91Éthique et généalogie — La responsabilité ne nous pose alors plus dans le domaine objectif d’une appartenance, mais conduit à former, selon ses modalités intentionnelles, des plans singuliers de consistance de soi. Ce qui implique corrélativement qu’elle ne se pose jamais d’emblée dans une histoire. Et c’est aussi en ce sens qu’elle s’éloigne de la définition éthique de Hegel. Elle s’inscrit, dans son mouvement de sédimentation-désédimentation, dans des lignes particulières de causalité, notamment et surtout quant à son rapport au corps communautaire. L’éthique de la responsabilité conduit ainsi à la prise en vue de sa provenance comme généalogiquement déterminée. Loin de s’absoudre dans les critères de vérité objectifs de l’histoire et de là de se constituer comme subjectivité attestée par ces critères, elle opère sa reconnaissance dans les zigzags de sa propre constitution, à savoir dans l’ensemble génératif des causalités l’ayant constitué au niveau empirico-transcendantal.

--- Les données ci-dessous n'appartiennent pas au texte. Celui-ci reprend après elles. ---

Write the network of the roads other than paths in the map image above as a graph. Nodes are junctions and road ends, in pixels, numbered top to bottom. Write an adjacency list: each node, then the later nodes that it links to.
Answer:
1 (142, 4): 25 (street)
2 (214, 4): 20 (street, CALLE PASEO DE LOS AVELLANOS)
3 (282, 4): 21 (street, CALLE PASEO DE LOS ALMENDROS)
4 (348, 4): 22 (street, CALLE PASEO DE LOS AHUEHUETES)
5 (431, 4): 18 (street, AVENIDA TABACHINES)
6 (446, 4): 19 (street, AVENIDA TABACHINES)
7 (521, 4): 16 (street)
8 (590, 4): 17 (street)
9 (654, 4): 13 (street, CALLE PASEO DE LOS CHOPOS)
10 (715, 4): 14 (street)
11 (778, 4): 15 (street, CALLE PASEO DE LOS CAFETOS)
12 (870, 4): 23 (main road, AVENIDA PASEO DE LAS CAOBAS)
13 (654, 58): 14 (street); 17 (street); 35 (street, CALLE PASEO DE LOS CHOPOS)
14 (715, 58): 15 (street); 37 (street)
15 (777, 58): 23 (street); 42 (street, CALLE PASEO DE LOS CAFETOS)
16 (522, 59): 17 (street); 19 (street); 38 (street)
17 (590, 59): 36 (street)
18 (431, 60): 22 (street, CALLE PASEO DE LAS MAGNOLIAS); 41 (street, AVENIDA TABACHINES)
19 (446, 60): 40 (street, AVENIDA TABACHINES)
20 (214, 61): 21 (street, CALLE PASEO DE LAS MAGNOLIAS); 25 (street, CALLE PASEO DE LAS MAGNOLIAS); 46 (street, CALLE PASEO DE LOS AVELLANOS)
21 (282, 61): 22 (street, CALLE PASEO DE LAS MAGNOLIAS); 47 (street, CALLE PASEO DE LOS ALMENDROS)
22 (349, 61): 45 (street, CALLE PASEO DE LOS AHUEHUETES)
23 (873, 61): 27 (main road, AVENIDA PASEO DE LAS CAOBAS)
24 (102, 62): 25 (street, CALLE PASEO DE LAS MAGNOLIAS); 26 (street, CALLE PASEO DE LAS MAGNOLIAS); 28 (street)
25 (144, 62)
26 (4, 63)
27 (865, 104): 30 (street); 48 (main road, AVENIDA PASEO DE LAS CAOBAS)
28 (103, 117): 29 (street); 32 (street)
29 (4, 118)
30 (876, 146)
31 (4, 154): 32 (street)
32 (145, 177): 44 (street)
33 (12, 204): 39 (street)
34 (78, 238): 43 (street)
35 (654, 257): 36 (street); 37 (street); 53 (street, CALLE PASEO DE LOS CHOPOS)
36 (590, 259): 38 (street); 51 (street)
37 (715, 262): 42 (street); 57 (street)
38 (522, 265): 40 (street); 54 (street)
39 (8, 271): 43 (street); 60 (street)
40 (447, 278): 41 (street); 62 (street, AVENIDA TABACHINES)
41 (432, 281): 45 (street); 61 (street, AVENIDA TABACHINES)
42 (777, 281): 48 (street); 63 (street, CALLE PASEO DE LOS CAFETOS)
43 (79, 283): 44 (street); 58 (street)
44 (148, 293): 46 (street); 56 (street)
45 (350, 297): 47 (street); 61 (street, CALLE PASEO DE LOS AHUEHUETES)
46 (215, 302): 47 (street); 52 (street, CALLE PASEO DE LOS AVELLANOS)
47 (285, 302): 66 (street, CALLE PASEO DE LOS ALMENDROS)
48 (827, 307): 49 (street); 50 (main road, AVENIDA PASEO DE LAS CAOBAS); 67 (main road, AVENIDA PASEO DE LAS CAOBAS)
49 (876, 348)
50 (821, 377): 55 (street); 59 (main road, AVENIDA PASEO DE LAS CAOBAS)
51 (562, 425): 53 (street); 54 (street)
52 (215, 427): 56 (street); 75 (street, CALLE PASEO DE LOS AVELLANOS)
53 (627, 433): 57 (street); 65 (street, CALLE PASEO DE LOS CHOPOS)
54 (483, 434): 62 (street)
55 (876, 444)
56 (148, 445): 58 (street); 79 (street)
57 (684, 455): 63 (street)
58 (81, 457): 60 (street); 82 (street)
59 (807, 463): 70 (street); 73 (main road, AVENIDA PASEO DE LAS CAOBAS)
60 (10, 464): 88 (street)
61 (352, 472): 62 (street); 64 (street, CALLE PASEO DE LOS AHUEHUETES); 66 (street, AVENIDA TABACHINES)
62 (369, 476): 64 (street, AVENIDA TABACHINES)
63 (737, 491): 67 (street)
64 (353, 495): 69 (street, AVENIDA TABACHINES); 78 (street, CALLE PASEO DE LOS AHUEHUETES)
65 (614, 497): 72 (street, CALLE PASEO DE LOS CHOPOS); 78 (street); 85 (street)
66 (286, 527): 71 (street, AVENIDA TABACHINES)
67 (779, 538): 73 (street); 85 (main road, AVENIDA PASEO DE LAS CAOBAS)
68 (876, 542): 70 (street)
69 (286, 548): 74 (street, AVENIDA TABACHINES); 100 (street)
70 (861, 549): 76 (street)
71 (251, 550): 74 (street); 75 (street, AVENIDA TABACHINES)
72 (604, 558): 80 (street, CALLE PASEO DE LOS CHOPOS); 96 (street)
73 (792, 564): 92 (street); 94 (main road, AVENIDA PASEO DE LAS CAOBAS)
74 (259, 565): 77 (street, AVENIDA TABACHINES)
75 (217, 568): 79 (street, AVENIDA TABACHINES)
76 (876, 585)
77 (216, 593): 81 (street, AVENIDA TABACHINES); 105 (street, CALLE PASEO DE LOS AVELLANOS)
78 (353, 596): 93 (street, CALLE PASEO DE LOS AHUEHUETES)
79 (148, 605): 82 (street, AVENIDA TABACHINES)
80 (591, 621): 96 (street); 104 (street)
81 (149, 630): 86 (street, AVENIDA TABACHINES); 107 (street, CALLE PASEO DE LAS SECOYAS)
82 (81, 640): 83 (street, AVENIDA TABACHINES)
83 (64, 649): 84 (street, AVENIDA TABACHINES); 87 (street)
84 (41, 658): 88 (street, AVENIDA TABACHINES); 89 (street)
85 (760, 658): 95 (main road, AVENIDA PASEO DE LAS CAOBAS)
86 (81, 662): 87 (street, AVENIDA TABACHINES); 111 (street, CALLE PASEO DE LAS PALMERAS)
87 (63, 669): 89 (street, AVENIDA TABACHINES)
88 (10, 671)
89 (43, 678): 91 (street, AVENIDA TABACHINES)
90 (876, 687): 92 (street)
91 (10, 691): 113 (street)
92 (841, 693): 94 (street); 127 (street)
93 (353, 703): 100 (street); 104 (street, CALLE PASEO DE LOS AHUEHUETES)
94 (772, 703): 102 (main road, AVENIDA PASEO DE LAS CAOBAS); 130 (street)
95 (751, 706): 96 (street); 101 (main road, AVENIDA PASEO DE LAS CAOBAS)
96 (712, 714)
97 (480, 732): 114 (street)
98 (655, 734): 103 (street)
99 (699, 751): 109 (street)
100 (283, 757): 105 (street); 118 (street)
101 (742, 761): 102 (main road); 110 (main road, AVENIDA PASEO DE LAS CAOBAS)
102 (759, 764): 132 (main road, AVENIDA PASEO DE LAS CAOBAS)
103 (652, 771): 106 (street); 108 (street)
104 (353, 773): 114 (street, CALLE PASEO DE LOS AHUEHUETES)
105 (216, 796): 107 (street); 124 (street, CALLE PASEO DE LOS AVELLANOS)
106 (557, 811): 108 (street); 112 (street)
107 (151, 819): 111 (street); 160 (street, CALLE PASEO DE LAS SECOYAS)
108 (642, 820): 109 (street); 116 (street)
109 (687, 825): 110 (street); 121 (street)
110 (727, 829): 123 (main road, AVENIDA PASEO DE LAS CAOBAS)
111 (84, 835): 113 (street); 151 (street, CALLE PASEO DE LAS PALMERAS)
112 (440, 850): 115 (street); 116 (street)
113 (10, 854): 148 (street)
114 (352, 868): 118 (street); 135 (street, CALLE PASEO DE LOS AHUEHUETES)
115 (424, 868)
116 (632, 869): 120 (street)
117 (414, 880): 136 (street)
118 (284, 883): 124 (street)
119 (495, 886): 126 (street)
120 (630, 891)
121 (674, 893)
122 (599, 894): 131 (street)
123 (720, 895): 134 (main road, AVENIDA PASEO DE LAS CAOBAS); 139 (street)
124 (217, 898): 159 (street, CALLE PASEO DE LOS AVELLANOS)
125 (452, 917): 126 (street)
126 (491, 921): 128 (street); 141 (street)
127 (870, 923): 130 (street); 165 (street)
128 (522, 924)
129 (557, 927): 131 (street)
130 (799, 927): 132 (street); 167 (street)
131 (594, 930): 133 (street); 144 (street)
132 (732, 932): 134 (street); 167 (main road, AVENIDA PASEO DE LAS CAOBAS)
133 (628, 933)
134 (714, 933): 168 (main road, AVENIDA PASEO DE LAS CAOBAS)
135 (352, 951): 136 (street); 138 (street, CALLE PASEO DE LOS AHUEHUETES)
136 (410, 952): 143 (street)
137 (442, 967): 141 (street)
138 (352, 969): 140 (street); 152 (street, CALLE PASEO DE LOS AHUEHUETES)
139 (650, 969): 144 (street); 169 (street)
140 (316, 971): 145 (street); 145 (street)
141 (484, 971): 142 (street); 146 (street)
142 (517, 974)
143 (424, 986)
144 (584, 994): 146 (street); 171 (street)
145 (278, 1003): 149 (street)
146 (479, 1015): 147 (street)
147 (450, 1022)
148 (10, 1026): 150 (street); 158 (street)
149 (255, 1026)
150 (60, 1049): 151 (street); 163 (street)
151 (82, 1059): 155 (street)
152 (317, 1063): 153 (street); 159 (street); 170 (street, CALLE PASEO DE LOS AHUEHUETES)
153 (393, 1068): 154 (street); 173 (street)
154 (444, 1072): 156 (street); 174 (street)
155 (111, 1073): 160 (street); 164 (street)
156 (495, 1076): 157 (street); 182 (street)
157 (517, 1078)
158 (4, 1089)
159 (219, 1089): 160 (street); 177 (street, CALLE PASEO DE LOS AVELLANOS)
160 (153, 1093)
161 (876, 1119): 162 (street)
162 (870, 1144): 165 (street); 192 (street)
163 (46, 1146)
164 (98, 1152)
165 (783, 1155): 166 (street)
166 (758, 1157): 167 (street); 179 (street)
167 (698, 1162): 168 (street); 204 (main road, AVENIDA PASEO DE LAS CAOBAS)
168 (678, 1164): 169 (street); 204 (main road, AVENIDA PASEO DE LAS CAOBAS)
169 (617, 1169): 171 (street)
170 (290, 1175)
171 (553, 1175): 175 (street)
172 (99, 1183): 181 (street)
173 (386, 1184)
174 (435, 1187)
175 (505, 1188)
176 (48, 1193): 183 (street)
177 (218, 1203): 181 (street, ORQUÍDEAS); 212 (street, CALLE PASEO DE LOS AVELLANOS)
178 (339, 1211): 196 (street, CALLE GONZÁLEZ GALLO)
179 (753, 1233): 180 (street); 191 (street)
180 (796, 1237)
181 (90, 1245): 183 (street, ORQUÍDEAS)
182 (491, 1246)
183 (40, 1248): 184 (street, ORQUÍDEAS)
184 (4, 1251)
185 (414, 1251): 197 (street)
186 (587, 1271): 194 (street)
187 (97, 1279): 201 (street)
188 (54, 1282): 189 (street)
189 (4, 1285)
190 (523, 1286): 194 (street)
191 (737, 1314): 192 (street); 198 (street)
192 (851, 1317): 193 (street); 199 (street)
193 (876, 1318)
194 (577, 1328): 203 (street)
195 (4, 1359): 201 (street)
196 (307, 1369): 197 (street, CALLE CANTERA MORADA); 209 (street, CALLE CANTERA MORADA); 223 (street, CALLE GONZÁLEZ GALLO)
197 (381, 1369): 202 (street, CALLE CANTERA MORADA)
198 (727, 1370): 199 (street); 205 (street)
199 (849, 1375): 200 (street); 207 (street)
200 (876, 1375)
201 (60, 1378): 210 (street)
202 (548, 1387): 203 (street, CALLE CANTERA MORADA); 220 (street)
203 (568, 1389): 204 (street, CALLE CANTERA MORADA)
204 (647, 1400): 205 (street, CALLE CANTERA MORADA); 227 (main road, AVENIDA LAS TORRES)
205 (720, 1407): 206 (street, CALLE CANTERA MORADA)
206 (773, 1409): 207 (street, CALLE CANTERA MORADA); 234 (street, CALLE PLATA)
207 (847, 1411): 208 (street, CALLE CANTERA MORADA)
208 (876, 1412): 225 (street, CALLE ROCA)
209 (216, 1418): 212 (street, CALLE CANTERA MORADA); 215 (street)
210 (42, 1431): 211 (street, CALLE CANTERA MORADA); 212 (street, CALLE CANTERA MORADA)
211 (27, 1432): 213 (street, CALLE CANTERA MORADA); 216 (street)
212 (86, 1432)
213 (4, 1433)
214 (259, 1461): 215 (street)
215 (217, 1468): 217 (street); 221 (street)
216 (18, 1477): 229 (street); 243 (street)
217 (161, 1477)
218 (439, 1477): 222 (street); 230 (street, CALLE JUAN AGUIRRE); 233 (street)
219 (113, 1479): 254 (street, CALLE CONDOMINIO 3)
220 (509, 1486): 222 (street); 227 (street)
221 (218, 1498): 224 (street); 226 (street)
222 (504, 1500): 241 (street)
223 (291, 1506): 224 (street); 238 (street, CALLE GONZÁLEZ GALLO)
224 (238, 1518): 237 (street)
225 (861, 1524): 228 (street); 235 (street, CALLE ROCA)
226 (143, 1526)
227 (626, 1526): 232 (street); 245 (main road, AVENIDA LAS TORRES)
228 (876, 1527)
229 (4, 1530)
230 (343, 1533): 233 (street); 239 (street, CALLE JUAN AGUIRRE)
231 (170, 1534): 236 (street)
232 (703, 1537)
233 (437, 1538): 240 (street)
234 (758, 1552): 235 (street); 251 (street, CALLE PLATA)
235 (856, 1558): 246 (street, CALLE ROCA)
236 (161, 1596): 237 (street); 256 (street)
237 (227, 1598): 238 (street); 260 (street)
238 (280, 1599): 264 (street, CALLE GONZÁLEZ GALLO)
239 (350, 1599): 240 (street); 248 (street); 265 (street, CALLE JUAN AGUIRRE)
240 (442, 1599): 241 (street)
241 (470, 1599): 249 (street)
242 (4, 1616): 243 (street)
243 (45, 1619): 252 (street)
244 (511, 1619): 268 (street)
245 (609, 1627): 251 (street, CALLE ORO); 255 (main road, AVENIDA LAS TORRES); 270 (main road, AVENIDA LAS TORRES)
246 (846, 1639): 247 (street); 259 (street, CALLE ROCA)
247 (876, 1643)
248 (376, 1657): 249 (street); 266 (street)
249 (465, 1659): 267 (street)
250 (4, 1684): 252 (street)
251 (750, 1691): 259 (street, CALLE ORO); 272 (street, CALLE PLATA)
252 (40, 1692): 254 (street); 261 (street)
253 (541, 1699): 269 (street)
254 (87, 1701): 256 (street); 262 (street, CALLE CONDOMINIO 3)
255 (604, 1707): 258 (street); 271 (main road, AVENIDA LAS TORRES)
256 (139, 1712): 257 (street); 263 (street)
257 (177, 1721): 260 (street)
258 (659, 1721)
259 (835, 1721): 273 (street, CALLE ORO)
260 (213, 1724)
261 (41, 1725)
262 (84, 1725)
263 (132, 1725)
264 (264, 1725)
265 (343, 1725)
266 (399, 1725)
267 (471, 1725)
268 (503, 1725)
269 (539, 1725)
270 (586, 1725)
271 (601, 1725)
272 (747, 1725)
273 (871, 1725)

Toute forme d’histoire, et donc de représentation intersubjective, ne peut alors avoir de valeurs que selon le rapport tensionnel affectuel interne qui se produit entre d’une part représentation généalogique de soi (causalité singularisée) et d’autre part représentation de soi dans la construction diachronique et synchronique d’une intersubjectivité.
Post-scriptum
92Cette réflexion si elle ne nous a pas conduits à la liberté – celle-ci n’étant in fine quant à sa réalité, qu’un concept à construire – aura eu au moins le mérite de nous faire comprendre l’enjeu d’une éthique de la responsabilité qui se veut en correspondance avec le déterminisme propre de chaque individu. Effectivement de liberté, au sens traditionnel, il n’y en a point, au sens où nous avons montré grâce à cette approche phénoménologique de la structure empiricotranscendantale de la subjectivité, que celle-ci correspond toujours non seulement à des déterminations, mais qu’en plus en elle-même elle obéit à des mécanismes transcendantaux stricts. En ce sens j’assume pour ma part parfaitement ce que crie Artaud le Momo : « Liberté, liberté, liberté, liberté. / Brûler l’être de la liberté. / Il n’y en a pas / Car au nom de la liberté toujours d’autres libertés / accourent cribler et étouffer la mienne. / Et je crois que pour être libre je dois d’abord me déclarer prisonnier (…) / Non je ne réclame pas la liberté mais le plomb / d’une conscience bien plantée en terre, bien ramenée /sur sa propre matière et qui n’en finira plus de / pilonner son fonds » [32]. Ce qu’il exprime ici c’est l’exigence de comprendre la nécessité qui nous gouverne, qui nous détermine, à savoir que nous ne sommes qu’en tant que nous sommes dans l’inextricable réseau de causes qui en rapport à nous nous détermine. Pilonner son fonds devient alors la possibilité constante de comprendre « l’horlogerie de notre âme » en rapport au monde, et par cette scrutation extrême – que n’a eu de cesse d’accomplir Artaud – c’est pouvoir accepter le déterminisme qui nous gouverne (ce que pour sa part il n’a pas réussi à faire, étant constamment repris par l’illusion de l’Esprit).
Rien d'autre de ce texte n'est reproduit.